El gobierno francés ha manifestado su desacuerdo con la reciente condena a tres años de prisión impuesta a Kamel Daoud, un reconocido escritor franco-argelino, por un tribunal de Argelia. Esta condena está relacionada con su obra 'Huríes', que ha generado controversia en el país norteafricano. A pesar de la gravedad de la situación, el ministro de Relaciones Exteriores de Francia, Jean-Noel Barrot, ha subrayado que no hay motivos para la preocupación, dado que Daoud reside en Francia.

En declaraciones a la emisora France Info, Barrot expresó su pesar por la condena que enfrenta Daoud, afirmando: "Es un gran escritor y lamento que pueda ser condenado en cualquier lugar por haber escrito un libro". Esta situación ha reavivado el debate sobre la libertad de expresión en Argelia, un tema sensible que ha estado en el centro de la discusión pública desde la guerra civil que asoló al país entre 1992 y 2002. La condena fue dictada en virtud de una ley promulgada en 2005, diseñada para facilitar la "reconciliación nacional" tras el conflicto, que dejó profundas cicatrices en la sociedad argelina.

La polémica en torno a 'Huríes' se intensificó tras la decisión de las autoridades argelinas de emitir órdenes internacionales de arresto contra Daoud en mayo de 2025. La obra, que fue galardonada con el prestigioso Premio Goncourt en 2024, ha sido acusada de utilizar la historia de una víctima de la guerra civil, lo que ha llevado a las autoridades a considerar que infringe la ley que prohíbe la evocación de "las heridas de la tragedia nacional". Esta ley, que surge de la necesidad de abordar el pasado reciente de Argelia, ha sido objeto de críticas tanto dentro como fuera del país, ya que limita la libertad de los escritores y artistas para explorar temas sensibles.

La historia de Argelia está marcada por la violencia y la represión, especialmente durante la década conocida como la 'Década Negra', que comenzó tras la anulación de las elecciones parlamentarias de 1991, en las que el islamista Frente Islámico de Salvación (FIS) había obtenido una victoria abrumadora. Este evento desencadenó un conflicto que dejó decenas de miles de muertos y un legado de miedo y censura que todavía afecta a la sociedad argelina contemporánea. La reacción del gobierno francés refleja no solo la preocupación por la situación de Daoud, sino también un interés más amplio por la libertad de expresión en el mundo árabe.
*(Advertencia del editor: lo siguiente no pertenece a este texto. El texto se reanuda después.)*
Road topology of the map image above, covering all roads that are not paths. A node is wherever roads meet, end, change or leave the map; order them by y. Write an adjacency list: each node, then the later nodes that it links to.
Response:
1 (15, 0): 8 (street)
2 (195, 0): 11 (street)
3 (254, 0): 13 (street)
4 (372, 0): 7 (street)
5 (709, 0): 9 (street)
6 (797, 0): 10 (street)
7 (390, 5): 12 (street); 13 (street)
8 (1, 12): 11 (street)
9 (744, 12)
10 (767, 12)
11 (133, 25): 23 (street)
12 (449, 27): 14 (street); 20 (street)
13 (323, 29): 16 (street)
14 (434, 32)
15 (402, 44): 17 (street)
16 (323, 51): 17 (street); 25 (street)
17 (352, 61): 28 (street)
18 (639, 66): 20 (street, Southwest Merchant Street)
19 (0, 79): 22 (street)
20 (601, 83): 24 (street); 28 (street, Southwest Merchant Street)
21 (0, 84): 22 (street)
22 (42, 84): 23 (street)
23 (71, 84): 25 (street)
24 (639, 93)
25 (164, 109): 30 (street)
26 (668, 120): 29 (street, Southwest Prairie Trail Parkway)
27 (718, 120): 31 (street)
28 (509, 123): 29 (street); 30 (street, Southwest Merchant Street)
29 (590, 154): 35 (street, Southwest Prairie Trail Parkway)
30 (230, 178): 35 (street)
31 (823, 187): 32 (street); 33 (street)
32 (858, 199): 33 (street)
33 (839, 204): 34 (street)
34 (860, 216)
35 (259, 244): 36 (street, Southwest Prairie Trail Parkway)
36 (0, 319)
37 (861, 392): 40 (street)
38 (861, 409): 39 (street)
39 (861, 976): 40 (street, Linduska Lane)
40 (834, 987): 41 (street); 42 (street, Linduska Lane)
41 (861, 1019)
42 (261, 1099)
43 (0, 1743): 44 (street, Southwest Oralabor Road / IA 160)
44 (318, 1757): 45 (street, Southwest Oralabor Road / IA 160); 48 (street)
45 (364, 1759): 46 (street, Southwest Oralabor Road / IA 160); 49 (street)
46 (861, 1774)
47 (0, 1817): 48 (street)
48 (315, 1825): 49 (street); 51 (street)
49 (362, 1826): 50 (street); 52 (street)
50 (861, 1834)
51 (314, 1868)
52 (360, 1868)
Desde la publicación de 'Huríes', Daoud ha sido un ferviente defensor de la libertad de expresión y un crítico de las restricciones impuestas a la literatura en Argelia. Su obra ha sido elogiada por su enfoque audaz sobre temas complejos, como la identidad, la memoria y el trauma colectivo. Sin embargo, la condena en su contra ilustra las tensiones persistentes entre la libertad artística y las normas impuestas por un estado que aún lidia con su pasado.

En un contexto más amplio, esta situación plantea preguntas sobre el papel de la comunidad internacional en la defensa de los derechos humanos y la libertad de expresión. La condena de Daoud podría ser vista como un llamado a la acción para los países que valoran la democracia y los derechos civiles, instando a una mayor presión sobre el gobierno argelino para que respete los derechos de sus ciudadanos. Mientras tanto, Francia, como país de acogida de Daoud, se enfrenta al desafío de equilibrar sus relaciones diplomáticas con Argelia y su compromiso con la defensa de la libertad de expresión.